SAN FRANCISCO — Dashboard dining is distracting drivers, San Francisco Department of Public Health officials warn.
A DPH study shows that eating and drinking while driving – along with cell phone use, tuning the radio and disciplining children – is keeping drivers from paying attention to the real reason they’re in the car.
And those distractions are causing drivers to run through red lights, resulting in accidents and injuries.
More than 25,000 citations were issued by San Francisco Police last year for red light running alone.
A recent AAA crash study supports the DPH findings. AAA found that nearly 19 percent of distracted drivers were eating or drinking.
As a busy lunch hour rush of cars flew past, horns blaring, brakes squealing, a new campaign aimed at getting drivers to pay attention and slow down at red lights was announced Tuesday by DPH’s Larry Meredith, Director for Community Health Promotion and Prevention.

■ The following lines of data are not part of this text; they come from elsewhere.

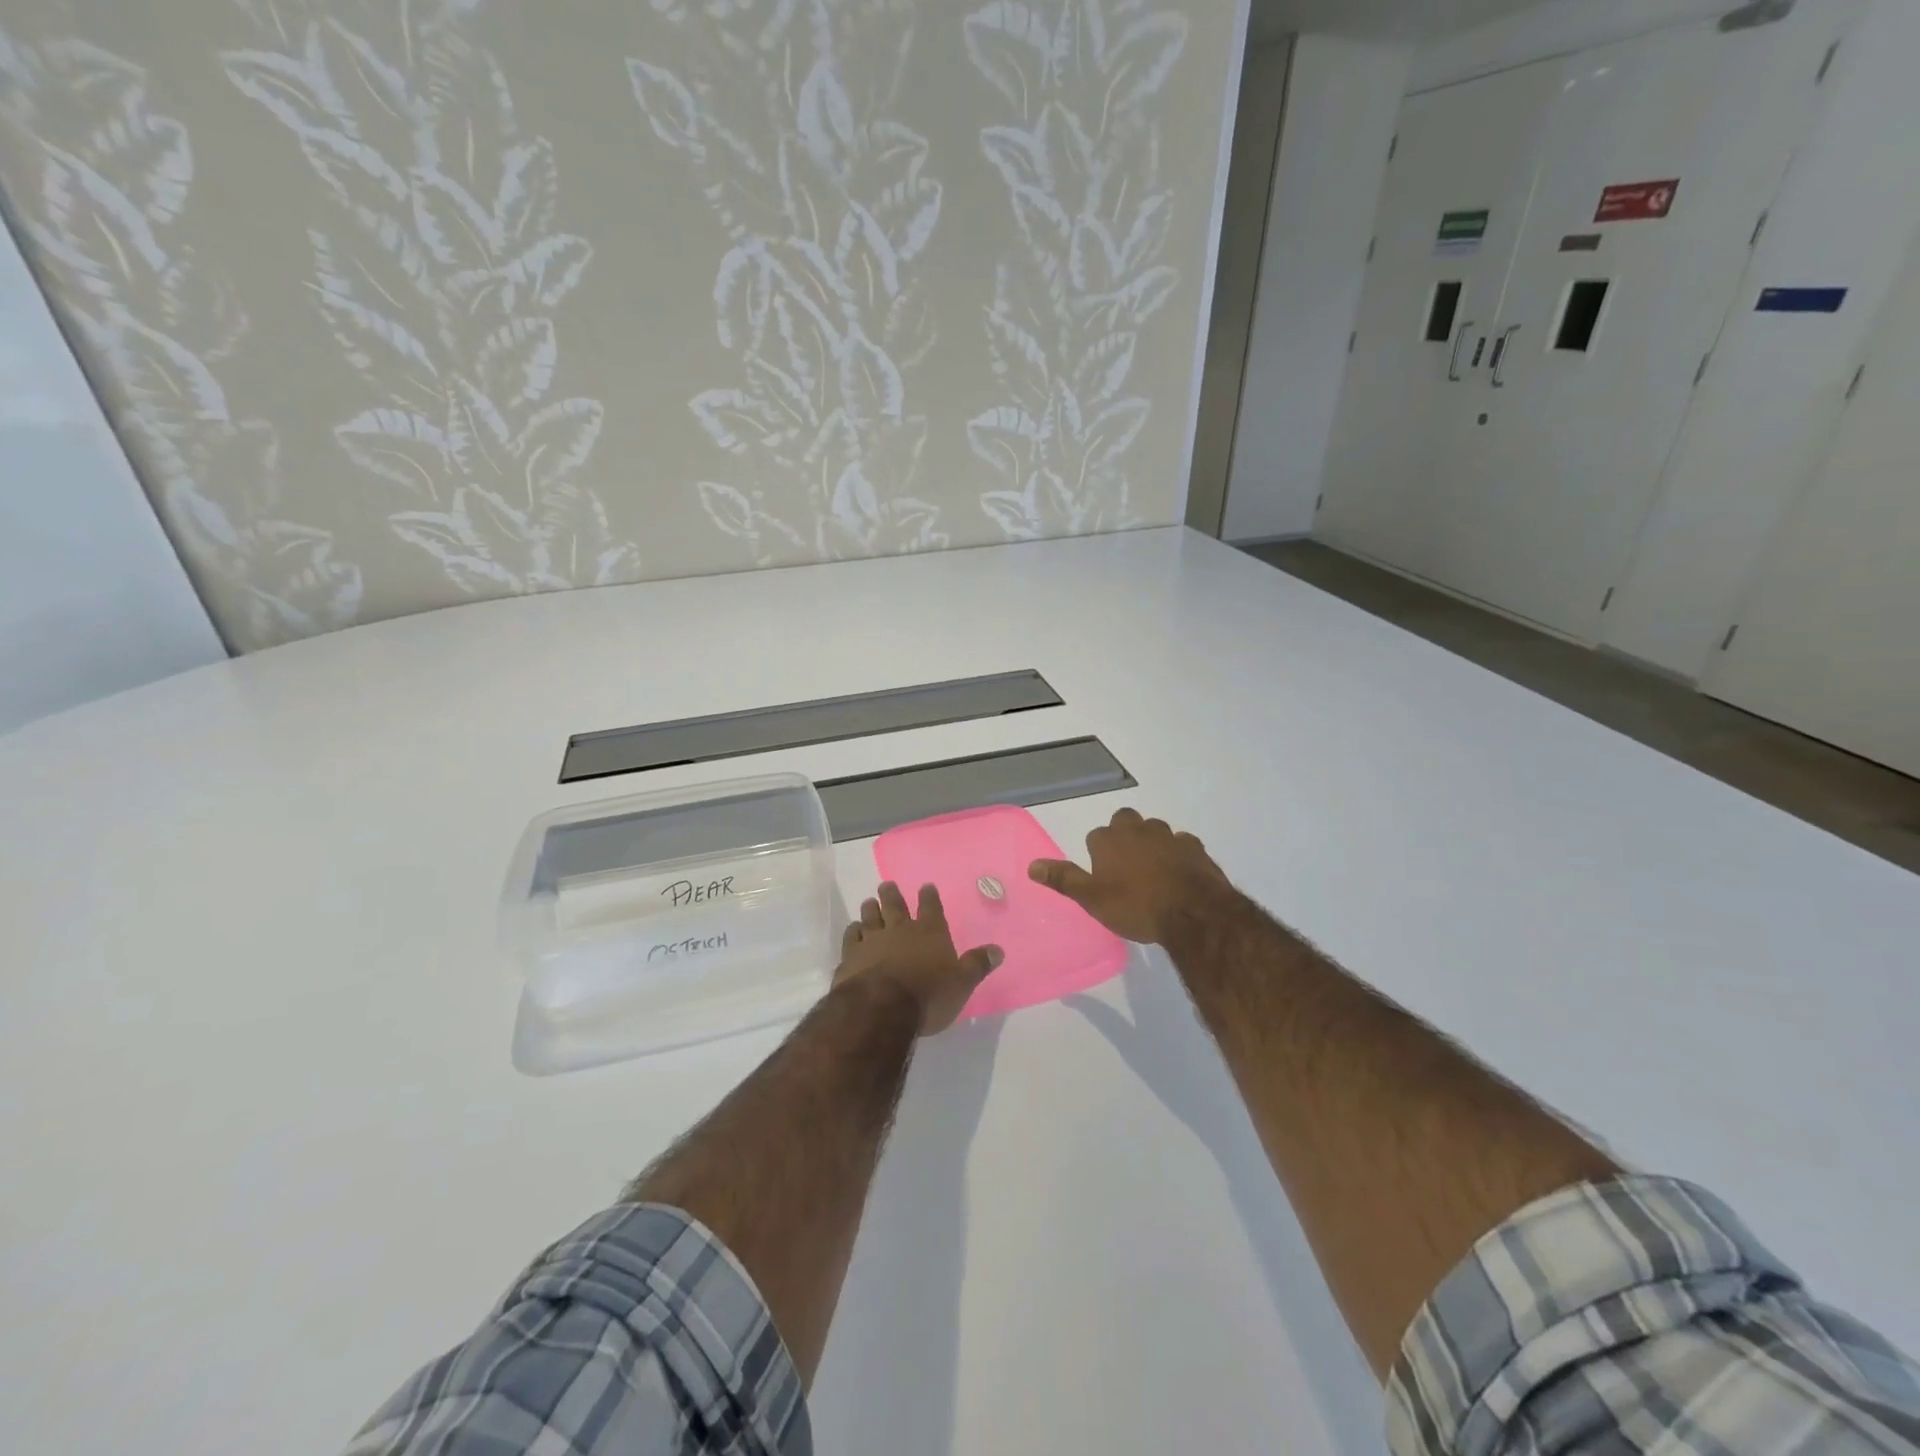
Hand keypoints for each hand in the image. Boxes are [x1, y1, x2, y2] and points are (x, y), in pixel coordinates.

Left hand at [835, 881, 1002, 1036]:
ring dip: (870, 909)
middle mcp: (900, 930)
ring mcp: (872, 942)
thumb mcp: (962, 983)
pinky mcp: (851, 958)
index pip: (931, 907)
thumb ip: (977, 964)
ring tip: (869, 902)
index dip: (929, 896)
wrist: (882, 1008)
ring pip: (870, 918)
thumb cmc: (929, 995)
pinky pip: (851, 939)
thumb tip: (998, 950)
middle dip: (892, 894)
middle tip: (886, 884)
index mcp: (929, 932)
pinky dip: (853, 932)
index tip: (926, 886)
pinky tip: (853, 931)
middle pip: (895, 906)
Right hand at [1028, 808, 1234, 944]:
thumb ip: (1064, 879)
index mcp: (1109, 839)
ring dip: (1152, 843)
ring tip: (1153, 871)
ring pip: (1155, 830)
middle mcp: (1137, 829)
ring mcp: (1169, 835)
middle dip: (1124, 836)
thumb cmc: (1136, 906)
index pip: (1095, 837)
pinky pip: (1182, 844)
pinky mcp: (1195, 847)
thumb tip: (1032, 865)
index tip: (1103, 876)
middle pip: (1125, 821)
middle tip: (1126, 866)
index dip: (1098, 854)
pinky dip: (1178, 854)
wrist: (1193, 913)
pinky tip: (1179, 874)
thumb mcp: (1092, 899)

Meredith stood in front of a Burger King drive-through on Van Ness Street as he announced DPH’s new campaign focused on driving distractions and aggressive driving.
The campaign will be spashed across the city on 50 billboards, 1,500 street signs, postcards and a Web site.
and more – all with the message “Stop at the red. You’ll only kill a few seconds.” One postcard shows a man behind the wheel cramming fast-food fries into his mouth.
“The campaign reframes the red light from that of an obstruction and source of frustration to that of an opportunity to relax, calm down and take a sip of your drink,” Meredith said.
“We want people to be more aware that driving takes precedence over anything else they’re doing while in their vehicle and moving.”
But whether the ad campaign will promote better driving practices among drivers in the fast lane of the fast-paced city remains to be seen.
At least one driver doesn’t think so.
“People are going to do whatever they want to do – unless they have a cop riding in the car. And I don’t think that’s going to happen,” said Eric Stevenson, a driver on his lunch break downtown.
Stevenson said the city could use the money spent on the billboards to instead put more cops on the street.